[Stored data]
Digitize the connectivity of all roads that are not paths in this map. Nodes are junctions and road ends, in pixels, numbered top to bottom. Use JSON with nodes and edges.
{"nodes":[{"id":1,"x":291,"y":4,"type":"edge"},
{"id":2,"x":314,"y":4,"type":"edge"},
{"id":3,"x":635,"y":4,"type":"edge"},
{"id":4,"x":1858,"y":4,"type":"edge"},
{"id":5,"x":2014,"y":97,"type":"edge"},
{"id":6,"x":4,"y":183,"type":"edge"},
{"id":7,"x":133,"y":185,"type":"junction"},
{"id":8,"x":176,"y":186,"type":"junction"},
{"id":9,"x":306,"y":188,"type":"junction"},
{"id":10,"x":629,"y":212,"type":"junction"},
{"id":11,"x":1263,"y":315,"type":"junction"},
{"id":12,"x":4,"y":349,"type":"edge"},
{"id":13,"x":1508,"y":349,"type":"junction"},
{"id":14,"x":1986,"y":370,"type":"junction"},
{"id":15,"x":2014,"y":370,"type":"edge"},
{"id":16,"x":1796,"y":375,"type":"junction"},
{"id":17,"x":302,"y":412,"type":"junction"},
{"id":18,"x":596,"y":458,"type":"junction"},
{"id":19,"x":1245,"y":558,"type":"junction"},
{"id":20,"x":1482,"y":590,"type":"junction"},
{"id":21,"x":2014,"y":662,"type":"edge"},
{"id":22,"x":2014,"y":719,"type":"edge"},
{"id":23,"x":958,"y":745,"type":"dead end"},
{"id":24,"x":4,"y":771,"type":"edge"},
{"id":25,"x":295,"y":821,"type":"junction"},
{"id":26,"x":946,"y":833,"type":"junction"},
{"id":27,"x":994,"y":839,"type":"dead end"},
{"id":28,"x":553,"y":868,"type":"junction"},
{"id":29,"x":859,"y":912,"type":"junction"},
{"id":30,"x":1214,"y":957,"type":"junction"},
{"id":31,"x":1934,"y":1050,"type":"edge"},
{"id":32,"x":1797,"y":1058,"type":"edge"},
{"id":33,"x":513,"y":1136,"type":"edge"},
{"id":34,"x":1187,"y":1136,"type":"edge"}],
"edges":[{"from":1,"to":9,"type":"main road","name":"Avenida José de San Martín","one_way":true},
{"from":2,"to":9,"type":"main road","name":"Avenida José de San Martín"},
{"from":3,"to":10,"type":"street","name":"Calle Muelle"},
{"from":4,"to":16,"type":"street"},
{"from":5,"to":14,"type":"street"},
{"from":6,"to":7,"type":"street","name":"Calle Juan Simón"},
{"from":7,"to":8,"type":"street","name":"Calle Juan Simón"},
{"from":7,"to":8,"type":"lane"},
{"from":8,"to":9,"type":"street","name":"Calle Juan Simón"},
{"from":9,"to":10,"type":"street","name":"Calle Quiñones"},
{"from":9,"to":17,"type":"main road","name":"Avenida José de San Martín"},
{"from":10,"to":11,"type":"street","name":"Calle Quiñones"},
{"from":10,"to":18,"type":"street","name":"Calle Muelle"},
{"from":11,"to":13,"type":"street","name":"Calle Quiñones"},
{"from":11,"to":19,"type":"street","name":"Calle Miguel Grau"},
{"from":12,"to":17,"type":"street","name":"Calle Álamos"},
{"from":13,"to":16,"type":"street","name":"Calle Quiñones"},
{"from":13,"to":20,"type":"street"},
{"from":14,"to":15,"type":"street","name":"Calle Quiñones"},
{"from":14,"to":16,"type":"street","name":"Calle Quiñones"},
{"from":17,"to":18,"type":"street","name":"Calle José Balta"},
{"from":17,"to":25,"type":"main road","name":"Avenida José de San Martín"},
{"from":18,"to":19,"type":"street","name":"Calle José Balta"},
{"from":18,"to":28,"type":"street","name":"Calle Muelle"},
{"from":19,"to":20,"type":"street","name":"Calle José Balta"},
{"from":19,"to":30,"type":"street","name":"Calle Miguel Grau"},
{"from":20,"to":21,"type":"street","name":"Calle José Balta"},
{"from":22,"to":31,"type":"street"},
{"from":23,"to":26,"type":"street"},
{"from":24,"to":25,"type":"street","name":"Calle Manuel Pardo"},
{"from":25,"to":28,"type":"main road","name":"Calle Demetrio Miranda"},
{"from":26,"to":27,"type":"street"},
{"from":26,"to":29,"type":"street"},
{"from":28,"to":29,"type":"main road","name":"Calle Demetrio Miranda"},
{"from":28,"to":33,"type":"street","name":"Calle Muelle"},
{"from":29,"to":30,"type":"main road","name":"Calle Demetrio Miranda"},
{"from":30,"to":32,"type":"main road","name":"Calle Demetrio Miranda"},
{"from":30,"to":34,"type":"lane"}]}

REQUIREMENT
Report the total of lines above containing the string "Miguel", and write nothing besides it.

RESULT
2